[Instructions for the task] State how many lines of the entries hold the string "topology". Reply with the number alone.

========================================================================

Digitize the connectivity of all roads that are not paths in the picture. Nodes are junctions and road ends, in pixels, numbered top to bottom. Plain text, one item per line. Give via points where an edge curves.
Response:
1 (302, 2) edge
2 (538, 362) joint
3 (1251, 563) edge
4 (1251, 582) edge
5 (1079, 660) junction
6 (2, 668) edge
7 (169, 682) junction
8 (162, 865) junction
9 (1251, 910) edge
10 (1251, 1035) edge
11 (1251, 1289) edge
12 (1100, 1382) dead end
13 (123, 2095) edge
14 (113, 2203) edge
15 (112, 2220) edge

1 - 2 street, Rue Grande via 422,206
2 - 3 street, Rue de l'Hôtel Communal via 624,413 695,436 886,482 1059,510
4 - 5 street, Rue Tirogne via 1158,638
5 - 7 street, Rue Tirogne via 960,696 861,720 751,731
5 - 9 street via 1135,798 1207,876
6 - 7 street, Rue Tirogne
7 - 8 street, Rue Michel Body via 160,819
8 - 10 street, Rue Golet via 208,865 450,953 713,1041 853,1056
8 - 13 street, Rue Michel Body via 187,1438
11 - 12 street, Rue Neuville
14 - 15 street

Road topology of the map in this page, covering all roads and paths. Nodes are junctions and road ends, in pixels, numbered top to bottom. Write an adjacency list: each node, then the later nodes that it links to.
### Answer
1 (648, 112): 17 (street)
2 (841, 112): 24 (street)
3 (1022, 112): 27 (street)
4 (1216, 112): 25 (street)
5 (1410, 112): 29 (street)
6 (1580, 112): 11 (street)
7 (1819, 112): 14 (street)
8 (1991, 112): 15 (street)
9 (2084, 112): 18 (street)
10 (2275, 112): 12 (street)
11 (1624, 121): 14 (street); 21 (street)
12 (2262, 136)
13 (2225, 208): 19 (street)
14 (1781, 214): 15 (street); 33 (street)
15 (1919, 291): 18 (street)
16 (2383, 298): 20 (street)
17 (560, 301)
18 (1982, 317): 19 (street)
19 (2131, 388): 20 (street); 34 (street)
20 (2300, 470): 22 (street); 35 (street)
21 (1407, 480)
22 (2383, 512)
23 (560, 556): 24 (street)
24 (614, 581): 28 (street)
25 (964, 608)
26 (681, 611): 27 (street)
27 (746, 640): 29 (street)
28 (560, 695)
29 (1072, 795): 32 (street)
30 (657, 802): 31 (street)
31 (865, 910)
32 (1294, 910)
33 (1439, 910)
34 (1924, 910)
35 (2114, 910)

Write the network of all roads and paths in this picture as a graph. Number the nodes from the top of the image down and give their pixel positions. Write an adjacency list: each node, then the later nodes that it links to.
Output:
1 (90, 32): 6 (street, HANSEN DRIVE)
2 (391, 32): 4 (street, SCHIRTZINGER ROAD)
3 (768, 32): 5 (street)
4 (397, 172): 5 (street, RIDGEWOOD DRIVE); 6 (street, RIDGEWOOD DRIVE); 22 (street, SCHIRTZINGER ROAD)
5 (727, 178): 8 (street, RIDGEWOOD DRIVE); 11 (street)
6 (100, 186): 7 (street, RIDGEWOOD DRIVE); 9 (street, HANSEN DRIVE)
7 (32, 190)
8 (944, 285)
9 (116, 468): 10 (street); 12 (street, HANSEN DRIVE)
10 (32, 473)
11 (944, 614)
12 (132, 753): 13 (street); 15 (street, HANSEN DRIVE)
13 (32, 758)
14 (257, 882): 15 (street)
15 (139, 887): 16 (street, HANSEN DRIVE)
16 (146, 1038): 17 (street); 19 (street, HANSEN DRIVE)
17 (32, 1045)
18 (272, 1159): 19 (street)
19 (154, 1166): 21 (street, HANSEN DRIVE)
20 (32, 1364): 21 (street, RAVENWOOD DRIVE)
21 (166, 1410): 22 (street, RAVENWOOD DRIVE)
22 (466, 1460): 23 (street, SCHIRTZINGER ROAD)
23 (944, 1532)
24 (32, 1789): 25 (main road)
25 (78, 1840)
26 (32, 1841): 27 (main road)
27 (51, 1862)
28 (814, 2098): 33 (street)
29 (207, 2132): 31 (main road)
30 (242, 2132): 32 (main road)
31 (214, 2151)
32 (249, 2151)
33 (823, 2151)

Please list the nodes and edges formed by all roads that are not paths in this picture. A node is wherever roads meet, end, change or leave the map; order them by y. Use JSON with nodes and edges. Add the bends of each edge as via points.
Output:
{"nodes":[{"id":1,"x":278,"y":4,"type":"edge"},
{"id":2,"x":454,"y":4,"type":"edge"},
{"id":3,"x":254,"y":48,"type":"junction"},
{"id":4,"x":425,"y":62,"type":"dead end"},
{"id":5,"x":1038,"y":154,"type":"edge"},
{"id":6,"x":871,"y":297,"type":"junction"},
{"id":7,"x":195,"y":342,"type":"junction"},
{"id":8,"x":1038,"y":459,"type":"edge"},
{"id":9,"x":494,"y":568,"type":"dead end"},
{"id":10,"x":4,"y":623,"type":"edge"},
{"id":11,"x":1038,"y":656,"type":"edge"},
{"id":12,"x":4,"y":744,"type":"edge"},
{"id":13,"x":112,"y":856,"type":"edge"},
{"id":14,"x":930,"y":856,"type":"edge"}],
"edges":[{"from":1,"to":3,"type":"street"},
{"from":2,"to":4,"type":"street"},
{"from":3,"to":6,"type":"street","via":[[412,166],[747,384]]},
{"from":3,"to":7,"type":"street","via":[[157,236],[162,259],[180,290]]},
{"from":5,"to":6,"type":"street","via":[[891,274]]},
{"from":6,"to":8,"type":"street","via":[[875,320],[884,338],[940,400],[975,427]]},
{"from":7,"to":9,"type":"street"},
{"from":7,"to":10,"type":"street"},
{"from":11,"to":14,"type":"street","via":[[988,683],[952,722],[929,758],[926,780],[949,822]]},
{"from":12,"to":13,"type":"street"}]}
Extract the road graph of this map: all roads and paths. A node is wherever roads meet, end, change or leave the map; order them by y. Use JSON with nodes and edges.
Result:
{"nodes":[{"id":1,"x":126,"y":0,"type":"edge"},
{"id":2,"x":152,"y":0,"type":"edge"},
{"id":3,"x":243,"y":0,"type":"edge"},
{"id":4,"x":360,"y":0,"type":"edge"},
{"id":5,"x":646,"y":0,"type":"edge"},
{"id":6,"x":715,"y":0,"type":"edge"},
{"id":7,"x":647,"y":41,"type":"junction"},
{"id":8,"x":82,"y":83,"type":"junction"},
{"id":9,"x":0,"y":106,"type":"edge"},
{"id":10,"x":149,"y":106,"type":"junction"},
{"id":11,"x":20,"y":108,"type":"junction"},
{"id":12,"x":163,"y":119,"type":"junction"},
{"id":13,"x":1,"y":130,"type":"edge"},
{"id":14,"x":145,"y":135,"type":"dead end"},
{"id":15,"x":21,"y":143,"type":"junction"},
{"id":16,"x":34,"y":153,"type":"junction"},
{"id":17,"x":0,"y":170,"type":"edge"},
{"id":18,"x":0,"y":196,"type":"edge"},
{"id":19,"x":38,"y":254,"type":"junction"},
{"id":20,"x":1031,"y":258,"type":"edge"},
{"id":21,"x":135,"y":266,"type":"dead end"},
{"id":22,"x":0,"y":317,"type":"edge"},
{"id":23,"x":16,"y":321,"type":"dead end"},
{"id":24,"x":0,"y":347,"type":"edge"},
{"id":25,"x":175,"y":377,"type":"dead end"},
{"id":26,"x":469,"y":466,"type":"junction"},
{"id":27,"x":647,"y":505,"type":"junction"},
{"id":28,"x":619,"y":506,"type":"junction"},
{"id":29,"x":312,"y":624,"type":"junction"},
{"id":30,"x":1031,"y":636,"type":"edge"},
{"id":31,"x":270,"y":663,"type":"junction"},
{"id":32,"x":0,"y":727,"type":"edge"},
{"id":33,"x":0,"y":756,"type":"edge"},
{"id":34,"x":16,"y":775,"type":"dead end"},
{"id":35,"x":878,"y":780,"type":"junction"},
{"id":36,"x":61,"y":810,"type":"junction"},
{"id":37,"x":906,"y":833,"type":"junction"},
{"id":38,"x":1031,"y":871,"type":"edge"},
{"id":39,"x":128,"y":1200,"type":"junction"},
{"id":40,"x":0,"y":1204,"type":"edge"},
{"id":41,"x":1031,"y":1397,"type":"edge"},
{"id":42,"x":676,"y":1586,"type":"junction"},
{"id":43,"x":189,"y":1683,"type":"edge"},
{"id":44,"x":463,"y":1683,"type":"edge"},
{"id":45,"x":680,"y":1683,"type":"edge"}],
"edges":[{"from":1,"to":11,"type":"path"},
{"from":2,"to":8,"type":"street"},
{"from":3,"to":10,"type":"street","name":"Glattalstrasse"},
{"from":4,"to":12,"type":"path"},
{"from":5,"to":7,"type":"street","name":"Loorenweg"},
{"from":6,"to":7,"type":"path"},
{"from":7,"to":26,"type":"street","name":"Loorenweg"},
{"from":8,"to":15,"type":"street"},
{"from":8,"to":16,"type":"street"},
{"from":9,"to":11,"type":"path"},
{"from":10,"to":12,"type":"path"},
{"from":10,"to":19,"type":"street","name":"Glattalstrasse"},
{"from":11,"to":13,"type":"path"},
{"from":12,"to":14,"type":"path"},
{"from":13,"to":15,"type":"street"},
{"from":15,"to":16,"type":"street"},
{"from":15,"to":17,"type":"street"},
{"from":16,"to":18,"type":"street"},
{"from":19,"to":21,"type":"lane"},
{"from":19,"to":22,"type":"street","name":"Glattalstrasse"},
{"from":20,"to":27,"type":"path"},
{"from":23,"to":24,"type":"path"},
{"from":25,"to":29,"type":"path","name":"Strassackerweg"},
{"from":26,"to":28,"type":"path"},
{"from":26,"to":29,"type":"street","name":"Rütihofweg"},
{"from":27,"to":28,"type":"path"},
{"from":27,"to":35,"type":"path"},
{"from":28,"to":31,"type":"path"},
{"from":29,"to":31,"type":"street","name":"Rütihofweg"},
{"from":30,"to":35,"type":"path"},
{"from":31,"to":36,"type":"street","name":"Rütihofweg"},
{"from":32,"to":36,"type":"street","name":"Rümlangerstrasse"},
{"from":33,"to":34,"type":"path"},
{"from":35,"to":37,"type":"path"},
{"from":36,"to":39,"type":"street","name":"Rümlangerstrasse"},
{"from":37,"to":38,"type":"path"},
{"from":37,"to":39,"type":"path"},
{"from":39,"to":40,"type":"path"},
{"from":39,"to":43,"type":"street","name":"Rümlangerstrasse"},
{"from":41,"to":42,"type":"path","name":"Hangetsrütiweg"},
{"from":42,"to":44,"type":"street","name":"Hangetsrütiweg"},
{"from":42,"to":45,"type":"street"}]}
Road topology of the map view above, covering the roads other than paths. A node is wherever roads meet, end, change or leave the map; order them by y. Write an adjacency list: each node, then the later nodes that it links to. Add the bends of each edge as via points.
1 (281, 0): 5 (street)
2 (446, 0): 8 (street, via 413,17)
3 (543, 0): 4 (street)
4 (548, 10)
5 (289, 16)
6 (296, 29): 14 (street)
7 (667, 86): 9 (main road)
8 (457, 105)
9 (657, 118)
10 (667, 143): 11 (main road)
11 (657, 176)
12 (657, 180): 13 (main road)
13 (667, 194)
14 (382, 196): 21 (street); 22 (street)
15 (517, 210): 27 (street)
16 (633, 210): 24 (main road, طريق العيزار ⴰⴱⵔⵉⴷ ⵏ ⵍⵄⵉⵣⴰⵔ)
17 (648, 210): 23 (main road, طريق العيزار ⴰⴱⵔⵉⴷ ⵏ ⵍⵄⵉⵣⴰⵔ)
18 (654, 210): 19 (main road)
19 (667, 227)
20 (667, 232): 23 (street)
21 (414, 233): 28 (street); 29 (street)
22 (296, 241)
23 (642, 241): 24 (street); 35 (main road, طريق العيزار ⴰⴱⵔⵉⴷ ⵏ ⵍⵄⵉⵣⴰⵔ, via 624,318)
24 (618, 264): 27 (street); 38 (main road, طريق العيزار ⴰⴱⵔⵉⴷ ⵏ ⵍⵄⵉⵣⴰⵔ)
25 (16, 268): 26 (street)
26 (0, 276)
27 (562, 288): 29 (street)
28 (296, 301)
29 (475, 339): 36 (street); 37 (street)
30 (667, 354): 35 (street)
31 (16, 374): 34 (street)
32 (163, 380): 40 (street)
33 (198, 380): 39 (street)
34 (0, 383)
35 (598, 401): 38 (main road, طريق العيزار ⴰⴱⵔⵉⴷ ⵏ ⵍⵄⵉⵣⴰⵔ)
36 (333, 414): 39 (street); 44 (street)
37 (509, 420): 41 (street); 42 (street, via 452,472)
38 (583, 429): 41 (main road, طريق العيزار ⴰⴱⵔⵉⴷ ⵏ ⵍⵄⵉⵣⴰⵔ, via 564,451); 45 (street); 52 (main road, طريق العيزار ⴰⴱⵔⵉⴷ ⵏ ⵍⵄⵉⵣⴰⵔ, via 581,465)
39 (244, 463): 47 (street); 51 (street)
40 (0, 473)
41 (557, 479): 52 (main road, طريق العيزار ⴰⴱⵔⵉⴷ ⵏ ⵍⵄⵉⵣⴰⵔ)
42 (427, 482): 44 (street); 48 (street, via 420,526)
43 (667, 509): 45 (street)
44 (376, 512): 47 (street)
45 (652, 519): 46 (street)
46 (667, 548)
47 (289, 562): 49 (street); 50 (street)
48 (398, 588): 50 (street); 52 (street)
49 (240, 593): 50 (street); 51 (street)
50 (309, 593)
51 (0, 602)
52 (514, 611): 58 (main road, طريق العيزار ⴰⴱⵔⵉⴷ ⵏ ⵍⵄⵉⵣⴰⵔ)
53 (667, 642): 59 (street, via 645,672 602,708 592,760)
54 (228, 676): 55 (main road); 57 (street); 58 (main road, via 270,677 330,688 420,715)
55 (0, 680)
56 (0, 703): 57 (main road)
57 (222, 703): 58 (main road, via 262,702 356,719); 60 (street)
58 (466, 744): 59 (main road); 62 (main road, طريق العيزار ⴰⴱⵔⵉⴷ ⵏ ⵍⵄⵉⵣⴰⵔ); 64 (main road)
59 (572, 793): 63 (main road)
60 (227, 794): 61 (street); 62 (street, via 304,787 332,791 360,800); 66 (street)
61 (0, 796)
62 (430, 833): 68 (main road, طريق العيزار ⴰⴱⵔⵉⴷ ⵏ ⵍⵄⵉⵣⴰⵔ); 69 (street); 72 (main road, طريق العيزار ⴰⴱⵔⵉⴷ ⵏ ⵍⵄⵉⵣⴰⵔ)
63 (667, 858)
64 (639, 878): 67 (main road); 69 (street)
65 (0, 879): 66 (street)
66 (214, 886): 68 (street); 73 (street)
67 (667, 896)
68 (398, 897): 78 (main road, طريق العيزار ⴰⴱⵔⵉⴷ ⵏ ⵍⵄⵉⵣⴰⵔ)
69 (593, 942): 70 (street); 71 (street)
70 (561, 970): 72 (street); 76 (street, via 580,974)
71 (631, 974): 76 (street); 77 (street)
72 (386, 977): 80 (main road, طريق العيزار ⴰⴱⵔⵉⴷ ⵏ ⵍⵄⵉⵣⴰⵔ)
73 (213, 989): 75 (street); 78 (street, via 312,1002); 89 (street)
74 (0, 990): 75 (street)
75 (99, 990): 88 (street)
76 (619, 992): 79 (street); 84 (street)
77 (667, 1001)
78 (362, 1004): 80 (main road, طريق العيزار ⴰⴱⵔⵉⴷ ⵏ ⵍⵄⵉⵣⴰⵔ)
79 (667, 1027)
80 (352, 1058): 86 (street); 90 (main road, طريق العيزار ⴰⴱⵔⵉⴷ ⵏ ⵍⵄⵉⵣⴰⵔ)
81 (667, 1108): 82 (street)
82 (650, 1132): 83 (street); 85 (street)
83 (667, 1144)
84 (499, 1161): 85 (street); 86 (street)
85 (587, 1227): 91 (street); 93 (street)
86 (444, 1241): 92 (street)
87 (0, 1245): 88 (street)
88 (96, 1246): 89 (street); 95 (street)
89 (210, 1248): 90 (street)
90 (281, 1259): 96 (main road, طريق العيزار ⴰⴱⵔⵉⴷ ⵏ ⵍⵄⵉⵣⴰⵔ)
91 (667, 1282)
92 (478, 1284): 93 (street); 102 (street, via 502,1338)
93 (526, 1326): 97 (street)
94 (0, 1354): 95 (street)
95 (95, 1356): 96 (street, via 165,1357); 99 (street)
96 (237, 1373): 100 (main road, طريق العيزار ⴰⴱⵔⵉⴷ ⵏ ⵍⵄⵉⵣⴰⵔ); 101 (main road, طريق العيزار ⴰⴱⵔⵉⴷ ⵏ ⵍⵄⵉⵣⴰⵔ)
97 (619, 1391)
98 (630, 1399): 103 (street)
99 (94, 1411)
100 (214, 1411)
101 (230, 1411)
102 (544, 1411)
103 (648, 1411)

========================================================================

[Task output] 2